Foley Hoag Wins Fourth Favorable Outcome for Ecuador on Murphy Oil Claims
February 17, 2017
On February 10, 2017, the arbitral tribunal in Murphy Exploration & Production Company – Int’l v. Ecuador (PCA Case No. 2012-16) delivered its final award in this long-running matter under the Ecuador-U.S. bilateral investment treaty, rejecting Murphy’s efforts to increase the relatively small award in had received last May by upwards of $160 million. A team of Foley Hoag LLP attorneys from the firm’s Washington, D.C. and Paris offices represented Ecuador at the tribunal.
Last May’s partial award had already denied 95% of the $633 million sought by Murphy, leaving it with $31 million (including a principal damages amount of $20 million, $7.1 million in pre-award interest, and $4 million in costs of arbitration), an amount unchanged in the final award.
This represents a significant victory for Ecuador in a series of cases arising out of Ecuador’s 2006 Law 42 that imposed a levy on windfall oil profits due to the last decade’s unprecedented crude oil price spikes. In addition to the final and partial awards rendered in this case, Foley Hoag had previously led Ecuador’s successful challenge to the jurisdiction of an ICSID tribunal in Murphy’s first effort to arbitrate its claims in 2010, as well as Ecuador’s challenge to ICSID’s registration of Murphy’s second arbitration in 2011.
The Foley Hoag team consisted of partners Mark Clodfelter, Bruno D. Leurent and Thomas Bevilacqua; counsels Alberto Wray and Ivan Urzhumov; and associates Diana Tsutieva (case associate), Constantinos Salonidis and Diego Cadena.
Murphy International claimed that Law 42 and related decrees resulted in violations of the provisions of the Ecuador-United States bilateral investment treaty on fair and equitable treatment, the treaty’s so-called “umbrella clause,” expropriation and other provisions, as well as violations of what it alleged to be an investment agreement. It claimed $633 million in alleged losses, including pre-award interest, as a result of these levies.
In its partial final award issued in May 2016, the arbitral tribunal rejected Ecuador’s jurisdictional objection based on Article X of the Ecuador-U.S. bilateral investment treaty, which contains a tax carve-out provision restricting the types of claims relating to “matters of taxation” that may be asserted under the treaty’s dispute resolution mechanism. This finding went against the findings of several prior reputable tribunals including one decision which expressly determined that Law 42 was a tax-like measure for the purposes of Article X of the Ecuador-U.S. bilateral investment treaty.
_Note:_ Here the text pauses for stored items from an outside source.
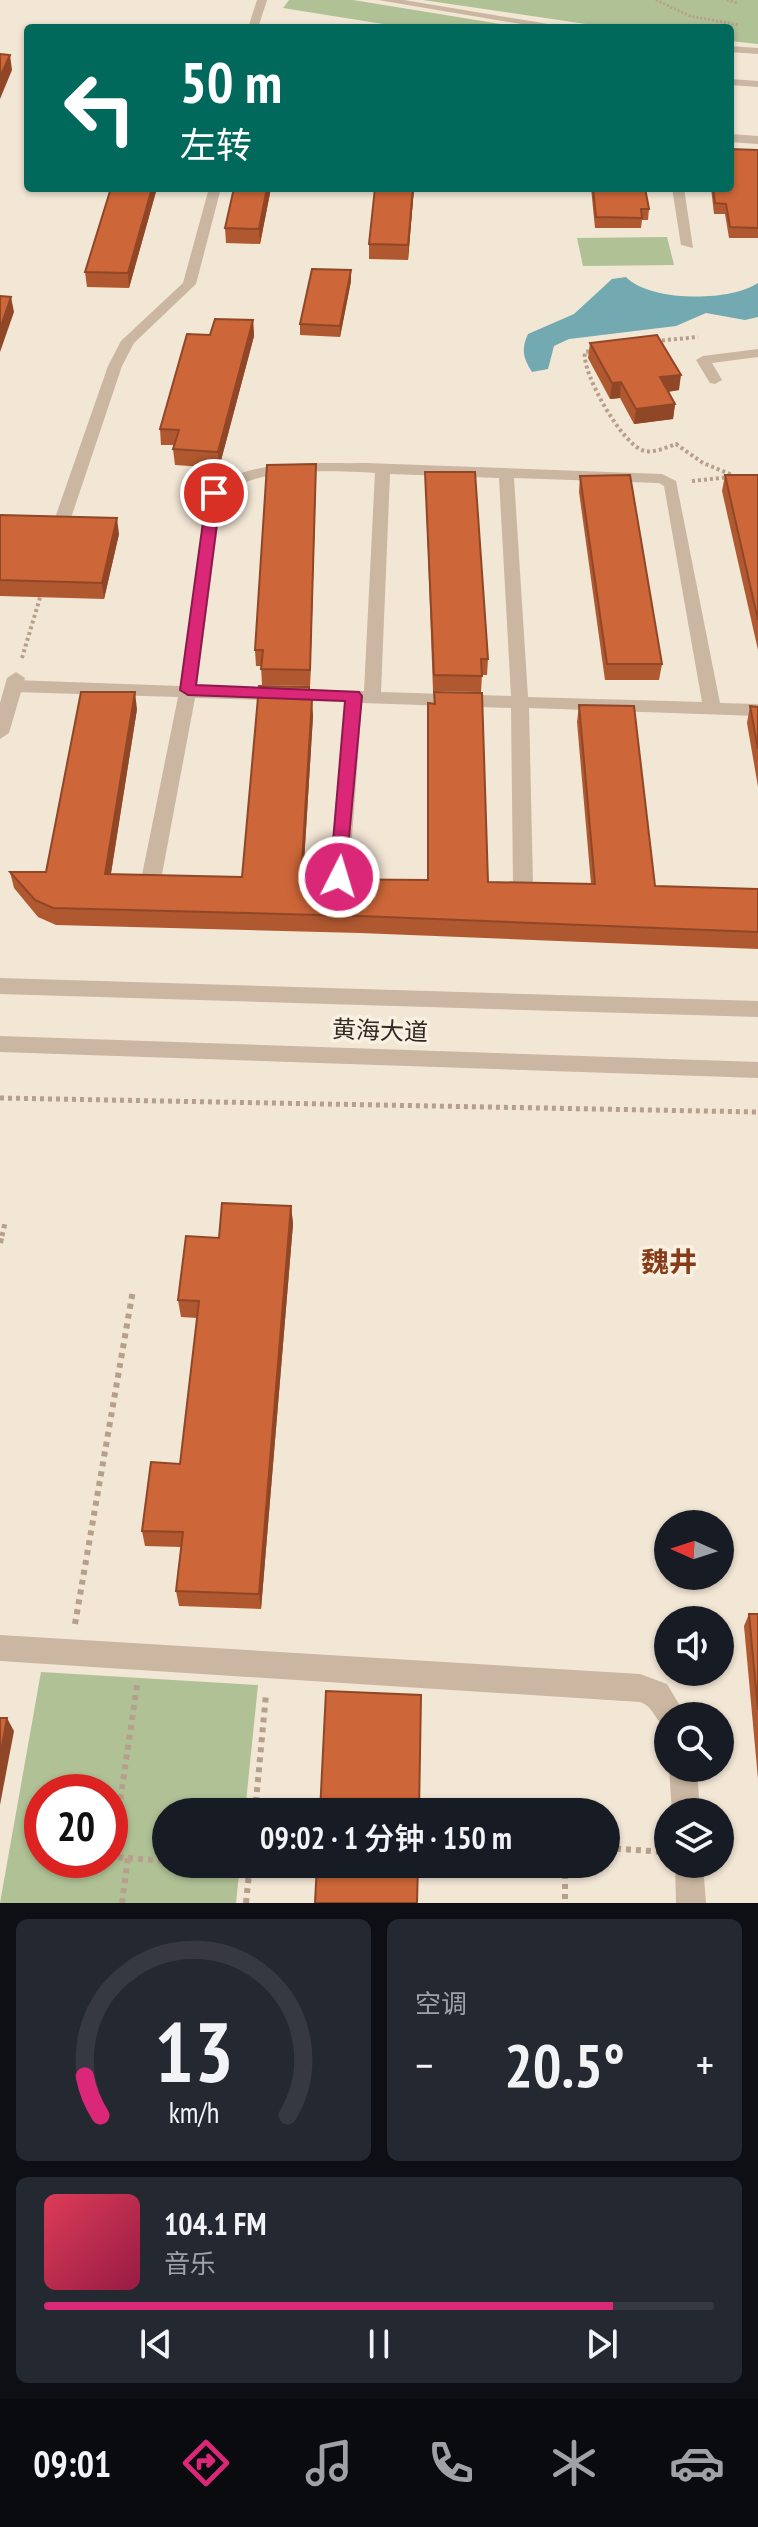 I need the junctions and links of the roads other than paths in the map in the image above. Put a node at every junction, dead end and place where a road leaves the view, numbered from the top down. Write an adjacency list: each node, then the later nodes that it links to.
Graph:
1 (262, 0): 3 (street)
2 (383, 0): 4 (street)
3 (254, 24)
4 (541, 24)
5 (734, 49): 6 (street)
6 (758, 51)
7 (734, 82): 8 (street)
8 (758, 84)
9 (734, 138): 10 (street)
10 (758, 140)
11 (214, 192): 18 (street)
12 (679, 192): 13 (street)
13 (688, 245)
14 (758, 353): 15 (street)
15 (715, 380)
16 (383, 469): 17 (street); 19 (street); 20 (street)
17 (506, 473): 21 (street); 22 (street)
18 (64, 515)
19 (188, 690): 20 (street); 24 (street); 27 (street)
20 (363, 696): 21 (street); 25 (street)
21 (520, 702): 22 (street); 26 (street)
22 (712, 709): 23 (street)
23 (758, 710)
24 (0, 733)
25 (339, 877)
26 (523, 884)
27 (150, 885)
28 (0, 986): 29 (street, 黄海大道)
29 (758, 1009)
30 (0, 1044): 31 (street, 黄海大道)
31 (758, 1070)
32 (0, 1648): 33 (street)
33 (662, 1702)
34 (690, 1878): 35 (street)
35 (691, 1903)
On the merits, the tribunal rejected Claimant’s argument that it could have reasonably expected that there would be no governmental response to the unforeseen crude oil price spikes. It found that Law 42, which set the levy on windfall profits at 50%, did not breach the treaty. However, it found that the subsequent Decree No. 662 fixing the State share in the windfall profits at 99%, breached the fair and equitable provision of the treaty.
Nonetheless, the tribunal only awarded $20 million plus interest to Murphy International for restitution of the Law 42 payments at 99%. In the final award, the tribunal found that the Claimant’s second head of damages, which Murphy computed to be $355 million, was zero. The tribunal thus recognized that Murphy International’s claim of $633 million was exaggerated.